ГЛАВА IX. ОПЯТЬ В ДОРОГЕ

   Они основательно поели, набили припасами несколько сумок и приготовились двинуться в путь. Луципор все еще не вполне пришел в себя, но уже верил, что он взаправду свободный человек Он дал согласие идти вместе с мальчиками, хотя продолжал колебаться и забрасывал их бесконечными вопросами.

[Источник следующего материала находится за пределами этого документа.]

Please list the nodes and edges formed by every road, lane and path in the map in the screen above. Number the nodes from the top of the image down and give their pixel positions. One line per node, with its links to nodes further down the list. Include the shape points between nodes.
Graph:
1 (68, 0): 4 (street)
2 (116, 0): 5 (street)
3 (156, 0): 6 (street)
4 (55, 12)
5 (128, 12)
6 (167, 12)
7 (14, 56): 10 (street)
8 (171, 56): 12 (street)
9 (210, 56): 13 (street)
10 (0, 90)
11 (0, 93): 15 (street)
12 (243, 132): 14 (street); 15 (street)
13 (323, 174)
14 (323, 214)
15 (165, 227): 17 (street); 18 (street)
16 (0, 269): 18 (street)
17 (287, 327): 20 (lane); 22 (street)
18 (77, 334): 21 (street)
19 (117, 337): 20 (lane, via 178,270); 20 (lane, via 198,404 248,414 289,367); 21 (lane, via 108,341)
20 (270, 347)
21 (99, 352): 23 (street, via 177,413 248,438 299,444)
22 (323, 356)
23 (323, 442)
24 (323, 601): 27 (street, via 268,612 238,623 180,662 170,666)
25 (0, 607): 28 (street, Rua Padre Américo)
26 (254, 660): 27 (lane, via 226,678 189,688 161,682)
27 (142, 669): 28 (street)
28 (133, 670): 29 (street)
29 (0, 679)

   Они порылись в сундуках с платьем, переоделись в более прочные туники. Луципора обрядили в одежду, принадлежавшую его господину. Это сразу придало ему вид почтенного горожанина, старика-купца, доживающего свой век на покое. Сперва он возражал, но привычный к тому, что им помыкают, быстро приучился повиноваться Бренну и смотрел на него почти как на нового господина. Он не мог быстро ходить, но мальчики дали ему дубовый посох, найденный Мароном среди вещей управителя.

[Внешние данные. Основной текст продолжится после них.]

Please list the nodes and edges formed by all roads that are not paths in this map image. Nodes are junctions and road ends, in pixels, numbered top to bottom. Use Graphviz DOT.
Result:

   От Луципора мальчики узнали, что управителю удалось скрыться, и было даже удивительно, что из ближайшего города до сих пор никто не явился навести в вилле порядок и предпринять розыски бежавших рабов, виновных в убийстве своего господина. Объяснялось это страхом, который нагнали на рабовладельцев Спартак и его войско. Власти старались действовать как можно меньше, надеясь в скором времени получить известия о разгроме и уничтожении восставших.
   Мальчики со своим новым спутником двинулись в путь. Они сделали круг, чтобы обойти деревню, и, основательно подкрепившись пищей, захваченной с собой, провели ночь в кустарнике на склоне холма. Но на следующий день мальчики увидели, что равняться и впредь по Луципору – значило бы двигаться черепашьим шагом. Поэтому, если они решат по-прежнему делать вид, что они слуги Луципора, им необходимо будет раздобыть повозку с лошадью или хоть несколько мулов.
   Завидев неподалеку другую деревню, мальчики подбросили вверх одну монету из кошелька, найденного на вилле, сказав при этом «корабль или голова». Так обычно говорили, когда метали жребий, потому что древнеримская монета имела на одной стороне изображение двуликого бога, а на другой – корабельного носа.
   – Голова, – сказал Бренн.
   Монета упала вверх той стороной, на которой была голова, и это означало, что ему на долю выпадет небезопасное дело – пойти в деревню и раздобыть лошадей или мулов.
   Забрав кошель, он зашагал по дороге и первого же встречного спросил, есть ли в деревне постоялый двор. Человек смотрел на него, разинув рот, но, после того, как Бренн несколько раз повторил свой вопрос и жестами изобразил, как едят, пьют и укладываются спать, он указал на дом побольше других, и Бренн постучался в дверь.
   Открыл ему угрюмого вида человек, на ходу обтиравший руки о грязную скатерть. К вопросам Бренна он проявил полное равнодушие.
   – Нет повозок, – отрезал он, зевнув. – И лошадей. И мулов. И лягушек даже нет.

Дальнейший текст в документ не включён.